The Broom Making Process



The act of making a broom can be reduced to “tying grass on a stick,” as The Broom Brothers’ Dan Donaldson likes to say; or even just tying twigs or grass into a bundle, as with the homemade “sedge brooms” of the Deep South.  Making a broom can be accomplished by as simple a process as that, or by as complex a process as machine (-aided) mass production in a factory setting.  Ralph and Dan loosely follow the southern Appalachian folk tradition by employing only a handmade, foot-controlled wooden reel to aid in attaching the broomcorn to the handle with twine.

More about traditional broom making


Broom Corn

The birth of a broom begins many months before it is actually tied; in April, May and/or June, we plant several acres of broomcorn.  At the end of the 110-120 day growing cycle, we harvest that portion of the crop that has survived the battle with weather and weeds then let it dry.

More about broomcorn


 Handle Preparation

Meanwhile, suitable sticks for handles must be harvested or scavenged.  We collect handles in the dead of winter when the sap is down and snakes are asleep.  We then water-season the raw wood in a large stock tank with circulation pumps.  After the handles spend at least a couple of months in the flowing water, we (solar) kiln-dry them for several months to prevent excessive checking/splitting and wood-boring insect problems.  (This is the deep, deep South you know…)

More about handles



Once the raw materials are ready, we sand, shape and lacquer the handle into the desired final state.  The recently-dried broomcorn must then (paradoxically) be soaked in hot water to render it pliable enough to weave or plait onto the handle.  The aforementioned wooden reel is then wound with strong, supple nylon twine which possesses just the right amount of elasticity.  The reel is placed on the floor where the seated broom maker controls its rotation with his feet, maintaining enough tension to weave the twine tightly around the broomcorn and handle—more tightly than you might expect.


After the newly-tied broom dries on one of our hanging racks for a couple of weeks, sometimes aided by a day or two lying out in the sun, we stitch it  round or Shaker-style into a flat shape with the aid of a simple clamp.  After stitching with linen thread, several more coats of lacquer are added for a brilliant finish and every broom is fitted with a leather lanyard for hanging.  (Hanging a broom, as opposed to standing it on its bristles in the corner, preserves its shape and dramatically lengthens its life.)
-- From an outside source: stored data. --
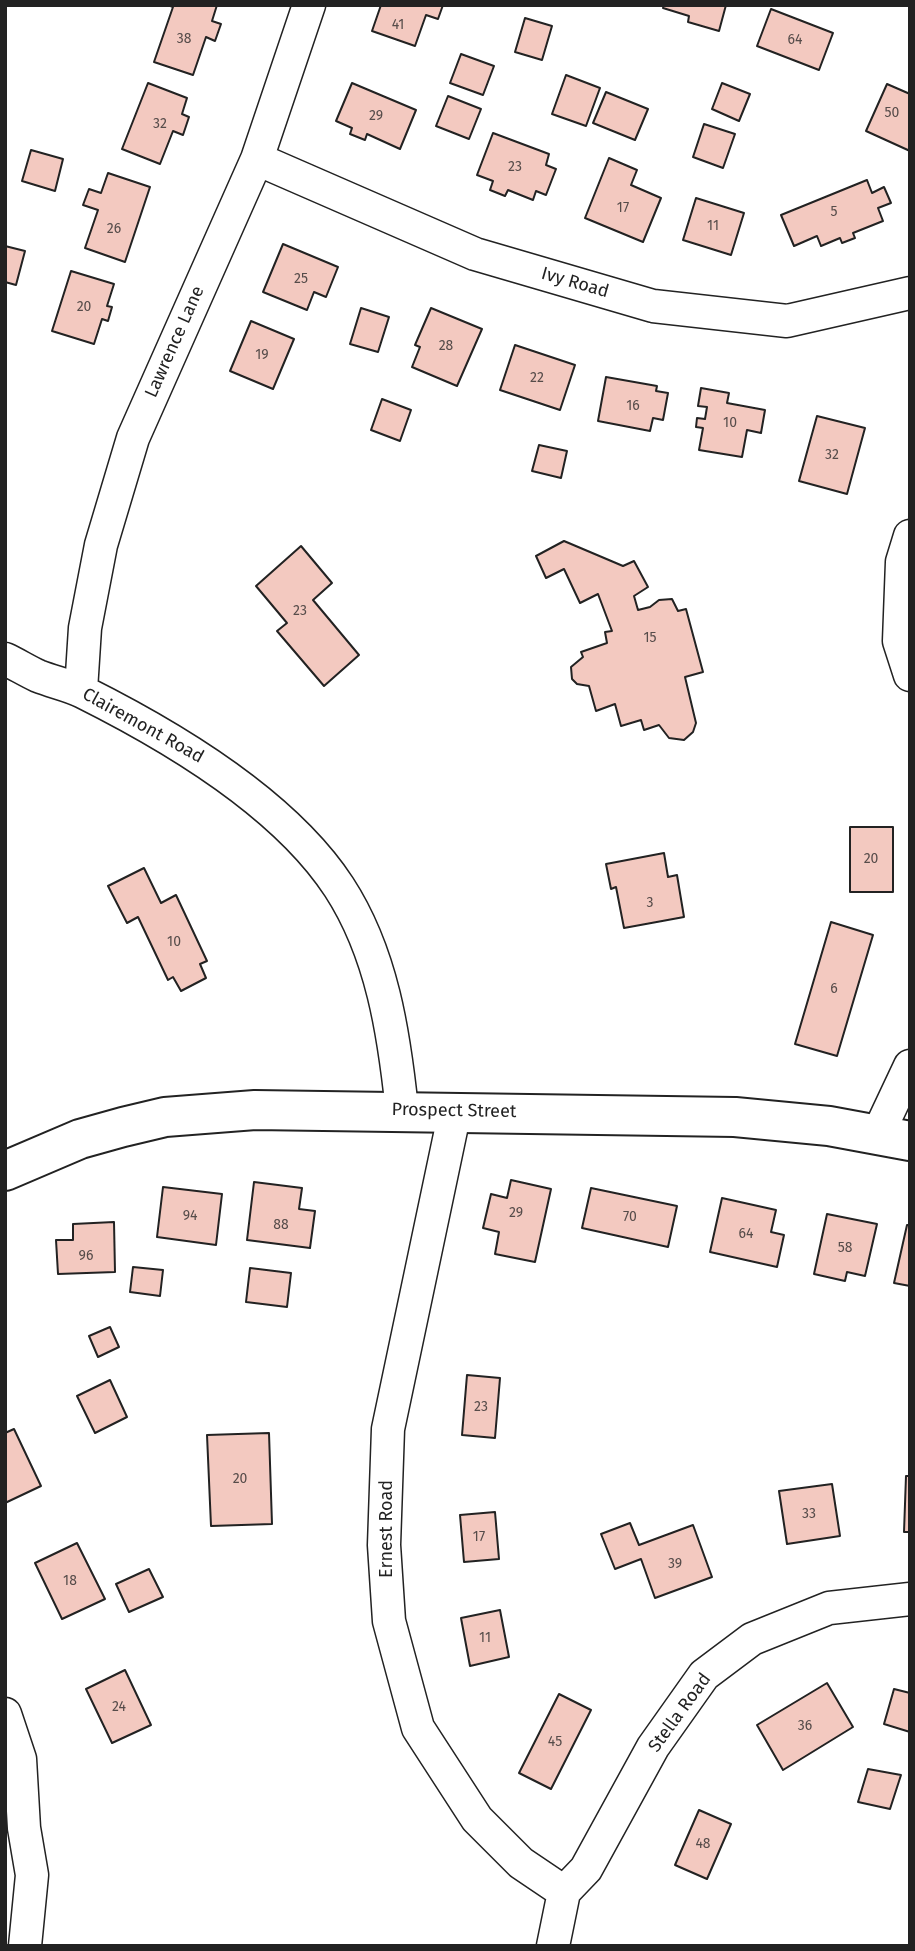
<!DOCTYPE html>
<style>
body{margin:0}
#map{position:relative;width:915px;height:1951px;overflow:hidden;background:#fff;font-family:"Fira Sans",sans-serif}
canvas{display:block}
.frame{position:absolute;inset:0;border:7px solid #222;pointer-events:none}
</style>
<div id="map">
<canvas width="915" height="1951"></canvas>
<div class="frame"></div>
</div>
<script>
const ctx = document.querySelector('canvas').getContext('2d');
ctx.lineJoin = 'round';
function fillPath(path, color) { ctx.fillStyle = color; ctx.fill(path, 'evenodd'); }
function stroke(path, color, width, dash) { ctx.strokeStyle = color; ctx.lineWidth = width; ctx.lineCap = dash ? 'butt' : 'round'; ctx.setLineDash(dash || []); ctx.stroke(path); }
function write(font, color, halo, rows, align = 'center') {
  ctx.font = font + ' "Fira Sans",sans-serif'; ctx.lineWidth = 5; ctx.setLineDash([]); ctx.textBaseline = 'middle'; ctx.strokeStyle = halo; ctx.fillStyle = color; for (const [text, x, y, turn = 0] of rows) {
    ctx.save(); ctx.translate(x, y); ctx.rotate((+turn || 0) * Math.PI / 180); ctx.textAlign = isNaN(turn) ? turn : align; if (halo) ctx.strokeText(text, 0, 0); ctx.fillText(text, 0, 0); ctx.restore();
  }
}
const building = new Path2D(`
 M168,5H217L212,21L221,24L215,41L206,37L193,75L154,62L173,7Z
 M381,5H443L438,19L426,15L415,46L372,31Z
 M664,5H726L719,31L688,22L689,16L663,8Z
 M771,9L833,33L819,70L757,46Z
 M525,18L552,26L542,60L515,52Z
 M461,54L494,66L483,95L450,83Z
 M566,75L600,88L586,126L552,114Z
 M148,83L187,98L182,114L189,117L183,135L173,131L160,164L122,149Z
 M352,83L416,110L400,149L367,134L365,140L350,134L352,128L336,121Z
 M722,83L750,94L739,121L712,109Z
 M887,84L910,94V151L866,131Z
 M606,92L648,109L635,140L593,123Z
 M448,96L481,109L469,139L436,126Z
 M704,124L735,134L723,168L693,157Z
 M493,133L549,154L546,165L556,169L546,195L536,191L533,200L508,190L505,196L490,190L493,181L477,175Z
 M31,150L63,159L55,191L22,181Z
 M609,158L637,170L631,185L661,198L643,242L585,218Z
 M108,173L150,187L125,262L85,248L98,210L83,205L89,189L101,193Z
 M867,180L872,193L884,187L891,203L878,208L883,221L853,233L855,238L842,243L840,238L821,246L817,236L794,246L781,215Z
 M696,198L744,213L731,255L683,240Z
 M283,244L338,267L326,297L314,292L307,310L263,292Z
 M5,246L25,251L16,285L5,282Z
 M71,271L114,284L107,306L112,307L108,321L102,319L94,344L52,331Z
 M361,308L389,317L378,352L350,344Z
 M431,308L482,329L457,386L412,367L420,347L415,345Z
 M251,321L294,339L273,389L230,371Z
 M515,345L575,365L560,410L500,390Z
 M606,377L657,386L656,391L668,393L663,420L653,418L650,431L598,421Z
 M701,388L729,393L727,403L765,410L761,433L747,430L742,457L699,450L703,428L696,427L697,418L705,419L707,407L698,406Z
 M382,399L411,410L400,441L371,430Z
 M817,416L865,428L847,494L799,481Z
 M539,445L567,451L561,478L532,471Z
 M564,541L623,566L634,561L648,587L634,596L638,610L650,607L659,600L672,599L678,611L686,609L703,672L685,677L696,723L693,732L684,740L669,738L659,725L644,730L641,720L621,726L615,704L596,711L589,686L577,684L572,679L571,667L583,657L581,652L607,643L605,632L612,631L598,594L580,603L564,569L546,578L536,556Z
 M301,546L332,583L313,600L359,655L324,686L277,631L287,623L256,586Z
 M850,827H893V892H850Z
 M664,853L668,877L677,875L684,917L624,928L616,887L611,889L606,864Z
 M144,868L161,903L176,895L207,961L200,964L206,978L181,991L173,977L168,980L138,917L127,923L108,886Z
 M831,922L873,935L837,1056L795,1044Z
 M511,1180L551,1189L535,1262L495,1254L499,1232L483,1228L491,1194L507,1198Z
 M254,1182L302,1188L299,1209L315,1211L310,1248L247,1240Z
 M163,1187L222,1194L216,1245L157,1237Z
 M591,1188L677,1206L668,1247L582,1228Z
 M722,1198L776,1210L771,1232L784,1235L777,1267L710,1252Z
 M827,1214L877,1224L865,1276L847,1272L845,1281L814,1274Z
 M114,1222L115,1272L58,1274L56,1240H73V1224Z
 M907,1225H910V1286L894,1283Z
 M133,1267L163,1270L160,1296L130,1292Z
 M250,1268L291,1273L287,1307L246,1302Z
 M110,1327L119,1347L98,1357L89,1336Z
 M467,1375L500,1378L495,1438L462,1435Z
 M110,1380L127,1417L95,1433L77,1396Z
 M14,1429L41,1486L5,1503V1433Z
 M269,1433L272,1524L211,1526L207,1435Z
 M906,1476H910V1532H904Z
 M832,1484L840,1536L787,1544L779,1491Z
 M495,1512L499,1559L464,1562L460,1515Z
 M630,1523L639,1545L693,1525L712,1577L655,1598L641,1559L615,1569L601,1534Z
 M77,1543L105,1599L62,1619L35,1563Z
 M149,1569L163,1597L129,1612L116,1584Z
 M500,1610L509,1657L470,1666L461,1618Z
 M125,1670L151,1725L112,1743L86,1689Z
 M827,1683L853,1727L783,1770L757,1725Z
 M894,1689L910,1693V1732L884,1724Z
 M559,1694L591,1710L551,1789L519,1773Z
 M868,1769L901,1775L890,1809L858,1802Z
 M699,1810L731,1824L707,1879L675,1865Z`);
fillPath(building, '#f3c9c0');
stroke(building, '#222', 2);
const minor = new Path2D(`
 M257,159L475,254L653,306L787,321L910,293
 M910,536L902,562L899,641L910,675
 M5,659C16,664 27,671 38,676C53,682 69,685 83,692C171,736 284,803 339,887C382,953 394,1033 402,1110
 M81,690L85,628L101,545L133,438L257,159L309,5
 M455,1111L388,1429L384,1545L389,1621L418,1728L477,1819L521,1863L564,1892
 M877,1136L910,1066
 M5,1714L20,1759L24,1828L32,1875L25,1946
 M553,1946L564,1892L586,1869L653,1747L704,1675L752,1639L829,1608L910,1599`);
const tertiary = new Path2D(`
 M5,1171L80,1139L123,1127L165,1117L255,1110L735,1117L829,1126L910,1141`);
stroke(minor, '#222', 35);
stroke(tertiary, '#222', 42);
stroke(minor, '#fff', 32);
stroke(tertiary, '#fff', 38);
write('14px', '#564c4a', null, [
 ["41",398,25],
 ["38",184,39],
 ["64",795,40],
 ["50",892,113],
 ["29",376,116],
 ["32",160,124],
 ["23",515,167],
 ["17",623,208],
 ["5",834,212],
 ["11",713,226],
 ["26",114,229],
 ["25",301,279],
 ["20",84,307],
 ["28",446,346],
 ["19",262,355],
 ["22",537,378],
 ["16",633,406],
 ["10",730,423],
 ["32",832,455],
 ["23",300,611],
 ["15",650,638],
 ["20",871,859],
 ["3",650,903],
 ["10",174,942],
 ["6",834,989],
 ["29",516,1213],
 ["94",190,1216],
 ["70",630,1217],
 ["88",281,1225],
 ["64",746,1234],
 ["58",845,1248],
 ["96",86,1256],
 ["23",481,1407],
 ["20",240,1479],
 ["33",809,1514],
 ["17",479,1537],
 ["39",675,1564],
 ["18",70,1581],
 ["11",485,1638],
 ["24",119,1707],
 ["36",805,1726],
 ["45",555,1742],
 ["48",703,1844]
]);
write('18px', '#222', '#fff', [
 ["Ivy Road",575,283,16],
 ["Lawrence Lane",175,342,-66],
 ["Clairemont Road",143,726,29],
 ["Prospect Street",454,1111,1],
 ["Ernest Road",387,1529,-90],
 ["Stella Road",680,1713,-54]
]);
</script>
Some flat brooms are then trimmed off straight/even at the bottom with our 100+ year-old broom cutter while some are left in their uncut state, with a shaggy or wispy appearance.  Straight-trimmed brooms are stiffer than shaggy ones, and the more you cut off the stiffer they get; the stiffer the broom, the more well-suited it is for sweeping rough or textured surfaces like brick, low carpet or heart-pine floors.  The softer shaggy brooms are perfect for cleaning hardwood and other slick, smooth floors.  The thin, curled split ends pick up and hold/move dust and minute particles of dirt without leaving streaks of dust.   As an aside, cobweb brooms are always left uncut to take advantage of the brush ends’ power to ensnare their target.